Houve um tempo em que bastava alguém acender a churrasqueira para a notícia correr de boca em boca. Não existiam convites virtuais, listas de presença ou grupos de mensagens. O cheiro da carne assando era o único aviso de que a festa já tinha começado.
A música tocava alto, as gargalhadas ecoavam pela vizinhança e ninguém se preocupava com cargo, posição ou aparência. Todo mundo era igual em volta da churrasqueira.
Numa dessas tardes, a roda cresceu, o violão ganhou companhia e, quando começou a tocar “Na Boquinha da Garrafa”, o clima ficou ainda mais animado. Um a um, os mais animados foram para a pista improvisada. Alguns diziam que dançavam por diversão; outros, porque já tinham perdido a vergonha fazia tempo.
Entre os presentes estava uma figura bastante conhecida na cidade. Na época, ocupava um cargo de direção em uma entidade local e era presença garantida nas festas da vila.
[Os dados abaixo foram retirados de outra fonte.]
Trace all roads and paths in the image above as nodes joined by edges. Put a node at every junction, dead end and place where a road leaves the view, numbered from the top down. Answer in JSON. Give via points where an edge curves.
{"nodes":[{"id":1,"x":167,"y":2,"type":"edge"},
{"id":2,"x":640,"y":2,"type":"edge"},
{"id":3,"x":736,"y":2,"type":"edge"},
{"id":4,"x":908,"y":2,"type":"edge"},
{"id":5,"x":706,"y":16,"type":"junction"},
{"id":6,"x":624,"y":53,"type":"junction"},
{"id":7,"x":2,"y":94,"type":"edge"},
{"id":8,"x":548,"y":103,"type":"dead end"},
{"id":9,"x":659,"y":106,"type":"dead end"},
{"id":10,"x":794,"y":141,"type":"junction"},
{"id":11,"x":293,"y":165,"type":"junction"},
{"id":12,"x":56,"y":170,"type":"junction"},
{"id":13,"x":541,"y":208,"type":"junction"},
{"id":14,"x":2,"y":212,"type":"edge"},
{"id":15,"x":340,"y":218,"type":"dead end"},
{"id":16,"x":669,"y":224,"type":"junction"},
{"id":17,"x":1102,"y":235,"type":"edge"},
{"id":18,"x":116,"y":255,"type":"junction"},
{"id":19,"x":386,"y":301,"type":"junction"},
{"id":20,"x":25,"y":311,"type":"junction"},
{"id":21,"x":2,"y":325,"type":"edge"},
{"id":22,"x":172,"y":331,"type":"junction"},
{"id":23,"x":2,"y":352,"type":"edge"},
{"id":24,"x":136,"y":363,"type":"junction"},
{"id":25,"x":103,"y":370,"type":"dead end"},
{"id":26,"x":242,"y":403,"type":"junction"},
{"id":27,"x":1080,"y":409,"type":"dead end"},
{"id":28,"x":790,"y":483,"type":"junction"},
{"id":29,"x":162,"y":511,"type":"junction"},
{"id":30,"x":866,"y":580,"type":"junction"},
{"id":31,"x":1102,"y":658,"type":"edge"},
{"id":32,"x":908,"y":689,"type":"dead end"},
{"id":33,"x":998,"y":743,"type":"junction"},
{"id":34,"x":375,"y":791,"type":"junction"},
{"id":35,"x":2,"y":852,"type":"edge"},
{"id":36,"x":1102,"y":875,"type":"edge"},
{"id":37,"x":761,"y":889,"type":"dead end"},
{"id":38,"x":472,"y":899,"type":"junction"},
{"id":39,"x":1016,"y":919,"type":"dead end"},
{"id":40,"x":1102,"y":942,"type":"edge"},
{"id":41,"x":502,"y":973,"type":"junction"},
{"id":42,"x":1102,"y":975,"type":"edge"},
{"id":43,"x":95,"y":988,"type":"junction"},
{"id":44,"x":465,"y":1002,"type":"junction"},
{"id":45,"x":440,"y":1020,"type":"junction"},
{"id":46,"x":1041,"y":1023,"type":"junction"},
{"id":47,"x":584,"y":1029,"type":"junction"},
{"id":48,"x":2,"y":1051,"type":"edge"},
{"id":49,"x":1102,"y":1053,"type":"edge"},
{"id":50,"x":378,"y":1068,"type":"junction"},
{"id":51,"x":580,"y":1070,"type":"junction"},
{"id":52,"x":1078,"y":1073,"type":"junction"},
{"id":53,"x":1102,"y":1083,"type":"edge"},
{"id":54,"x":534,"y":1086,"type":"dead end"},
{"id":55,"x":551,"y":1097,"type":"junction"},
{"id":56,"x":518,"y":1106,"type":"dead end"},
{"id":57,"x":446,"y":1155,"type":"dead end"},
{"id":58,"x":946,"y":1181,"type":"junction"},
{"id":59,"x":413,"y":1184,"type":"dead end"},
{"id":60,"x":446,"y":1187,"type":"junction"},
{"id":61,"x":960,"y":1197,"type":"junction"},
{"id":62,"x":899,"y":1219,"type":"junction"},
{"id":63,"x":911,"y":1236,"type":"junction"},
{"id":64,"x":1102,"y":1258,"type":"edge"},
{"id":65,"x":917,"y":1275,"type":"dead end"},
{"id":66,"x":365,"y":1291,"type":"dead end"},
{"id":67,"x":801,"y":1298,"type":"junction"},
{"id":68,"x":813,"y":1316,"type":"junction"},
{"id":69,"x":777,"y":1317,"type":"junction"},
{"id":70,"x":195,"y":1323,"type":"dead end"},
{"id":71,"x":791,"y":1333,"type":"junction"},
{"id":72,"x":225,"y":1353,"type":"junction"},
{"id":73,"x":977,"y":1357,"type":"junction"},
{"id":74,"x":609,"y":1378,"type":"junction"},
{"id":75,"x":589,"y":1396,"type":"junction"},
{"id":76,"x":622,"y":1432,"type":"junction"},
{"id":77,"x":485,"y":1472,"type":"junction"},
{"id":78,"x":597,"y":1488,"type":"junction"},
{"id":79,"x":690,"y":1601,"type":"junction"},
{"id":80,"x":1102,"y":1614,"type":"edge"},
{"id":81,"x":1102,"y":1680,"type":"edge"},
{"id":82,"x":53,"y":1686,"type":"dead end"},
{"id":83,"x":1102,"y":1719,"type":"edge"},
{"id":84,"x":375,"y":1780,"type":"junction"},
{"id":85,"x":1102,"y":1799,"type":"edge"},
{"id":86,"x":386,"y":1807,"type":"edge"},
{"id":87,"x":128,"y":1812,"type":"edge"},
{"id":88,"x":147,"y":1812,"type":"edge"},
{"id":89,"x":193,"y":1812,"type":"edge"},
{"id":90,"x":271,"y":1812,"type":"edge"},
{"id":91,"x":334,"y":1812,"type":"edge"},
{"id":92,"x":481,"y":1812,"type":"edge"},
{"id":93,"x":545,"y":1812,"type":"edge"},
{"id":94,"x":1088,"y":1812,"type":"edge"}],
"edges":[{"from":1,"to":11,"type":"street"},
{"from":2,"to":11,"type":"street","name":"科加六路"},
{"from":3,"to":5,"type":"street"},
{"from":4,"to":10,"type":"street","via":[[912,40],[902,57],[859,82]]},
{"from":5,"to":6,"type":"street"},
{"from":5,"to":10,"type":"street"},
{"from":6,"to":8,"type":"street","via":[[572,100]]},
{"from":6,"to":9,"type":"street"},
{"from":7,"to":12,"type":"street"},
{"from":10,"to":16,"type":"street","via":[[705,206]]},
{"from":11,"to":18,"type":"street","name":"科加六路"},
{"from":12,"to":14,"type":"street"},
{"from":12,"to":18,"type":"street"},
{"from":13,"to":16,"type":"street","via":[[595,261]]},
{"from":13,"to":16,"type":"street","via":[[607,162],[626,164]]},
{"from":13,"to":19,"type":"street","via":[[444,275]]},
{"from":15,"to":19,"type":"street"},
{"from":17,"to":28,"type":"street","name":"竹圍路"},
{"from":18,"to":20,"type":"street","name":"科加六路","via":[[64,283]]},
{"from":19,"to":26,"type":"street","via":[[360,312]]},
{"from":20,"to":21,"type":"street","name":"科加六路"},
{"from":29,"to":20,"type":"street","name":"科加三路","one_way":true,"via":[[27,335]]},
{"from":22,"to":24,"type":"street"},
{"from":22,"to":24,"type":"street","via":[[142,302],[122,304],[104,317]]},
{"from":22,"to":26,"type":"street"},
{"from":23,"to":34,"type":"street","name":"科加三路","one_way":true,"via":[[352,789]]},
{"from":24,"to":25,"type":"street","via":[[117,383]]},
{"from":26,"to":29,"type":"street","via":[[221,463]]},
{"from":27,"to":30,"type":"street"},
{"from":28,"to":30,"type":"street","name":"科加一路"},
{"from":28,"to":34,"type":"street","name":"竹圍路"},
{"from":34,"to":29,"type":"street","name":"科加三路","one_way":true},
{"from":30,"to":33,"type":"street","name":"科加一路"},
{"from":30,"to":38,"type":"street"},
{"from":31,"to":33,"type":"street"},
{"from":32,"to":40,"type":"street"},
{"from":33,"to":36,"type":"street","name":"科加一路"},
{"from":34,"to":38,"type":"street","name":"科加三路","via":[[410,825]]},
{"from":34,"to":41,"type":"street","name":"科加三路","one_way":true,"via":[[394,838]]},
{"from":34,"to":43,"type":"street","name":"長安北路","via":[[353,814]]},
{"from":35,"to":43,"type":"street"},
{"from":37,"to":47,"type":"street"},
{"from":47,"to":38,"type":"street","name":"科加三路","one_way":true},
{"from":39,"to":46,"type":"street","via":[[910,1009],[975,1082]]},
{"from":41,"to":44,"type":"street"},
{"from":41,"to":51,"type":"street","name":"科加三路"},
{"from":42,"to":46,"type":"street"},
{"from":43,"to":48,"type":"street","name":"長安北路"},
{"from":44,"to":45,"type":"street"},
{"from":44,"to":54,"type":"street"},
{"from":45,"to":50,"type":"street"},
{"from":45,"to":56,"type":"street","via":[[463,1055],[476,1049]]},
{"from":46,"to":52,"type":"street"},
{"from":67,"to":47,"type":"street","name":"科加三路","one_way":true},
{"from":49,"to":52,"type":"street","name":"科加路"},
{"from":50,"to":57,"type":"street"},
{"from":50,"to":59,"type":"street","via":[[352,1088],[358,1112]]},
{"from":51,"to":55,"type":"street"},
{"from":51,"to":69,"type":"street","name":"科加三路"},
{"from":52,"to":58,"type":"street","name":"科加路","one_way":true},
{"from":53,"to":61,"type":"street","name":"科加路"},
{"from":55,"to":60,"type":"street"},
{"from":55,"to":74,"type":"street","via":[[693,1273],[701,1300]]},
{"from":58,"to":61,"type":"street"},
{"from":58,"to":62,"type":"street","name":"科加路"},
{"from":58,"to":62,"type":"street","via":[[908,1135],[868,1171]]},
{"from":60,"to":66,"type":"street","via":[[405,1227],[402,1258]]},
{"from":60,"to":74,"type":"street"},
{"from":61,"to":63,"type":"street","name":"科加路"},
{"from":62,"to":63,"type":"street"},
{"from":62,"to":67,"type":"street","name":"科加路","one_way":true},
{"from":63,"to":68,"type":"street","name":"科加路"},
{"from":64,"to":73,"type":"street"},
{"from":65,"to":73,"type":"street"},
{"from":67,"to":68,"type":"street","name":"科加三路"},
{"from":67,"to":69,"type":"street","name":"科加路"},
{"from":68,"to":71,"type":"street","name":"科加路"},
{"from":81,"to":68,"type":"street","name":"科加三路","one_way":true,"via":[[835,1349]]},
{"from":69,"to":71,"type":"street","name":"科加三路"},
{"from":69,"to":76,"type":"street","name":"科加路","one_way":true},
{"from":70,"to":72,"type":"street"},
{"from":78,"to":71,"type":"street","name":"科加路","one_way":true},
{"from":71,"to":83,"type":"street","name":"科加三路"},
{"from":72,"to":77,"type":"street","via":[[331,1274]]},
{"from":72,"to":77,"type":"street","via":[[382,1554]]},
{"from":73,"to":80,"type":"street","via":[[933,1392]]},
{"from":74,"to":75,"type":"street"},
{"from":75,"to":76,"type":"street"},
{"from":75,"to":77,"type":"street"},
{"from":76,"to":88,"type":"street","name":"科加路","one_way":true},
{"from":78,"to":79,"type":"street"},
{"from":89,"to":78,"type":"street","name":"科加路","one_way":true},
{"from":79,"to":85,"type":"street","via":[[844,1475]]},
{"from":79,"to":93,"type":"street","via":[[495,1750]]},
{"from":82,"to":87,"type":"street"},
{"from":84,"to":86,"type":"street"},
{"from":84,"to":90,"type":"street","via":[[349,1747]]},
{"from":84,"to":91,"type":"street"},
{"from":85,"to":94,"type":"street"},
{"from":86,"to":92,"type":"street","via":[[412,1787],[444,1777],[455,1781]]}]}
Histórias e comentários circulavam entre os moradores sobre aquele período, como acontece em toda cidade pequena, mas o que ninguém discute é que animação nunca lhe faltava. Era conversa ao pé do ouvido, risadas, passos de dança e muita descontração.
O mais curioso é ver como o tempo transforma as pessoas. Quem ontem passava horas nos churrascos e fazia a alegria da turma, hoje ocupa cargos de responsabilidade e adota uma postura séria, como se aquele passado festivo nunca tivesse existido.
Mas a memória é teimosa. Ela insiste em lembrar dos domingos sem pressa, da amizade sincera, da mesa farta e daqueles personagens que juravam que ninguém se lembraria das antigas danças, das brincadeiras e das cenas que arrancavam risadas de toda a vizinhança.
Bons tempos aqueles. Porque o tempo até muda as pessoas, mas as lembranças continuam vivas na memória de quem esteve lá.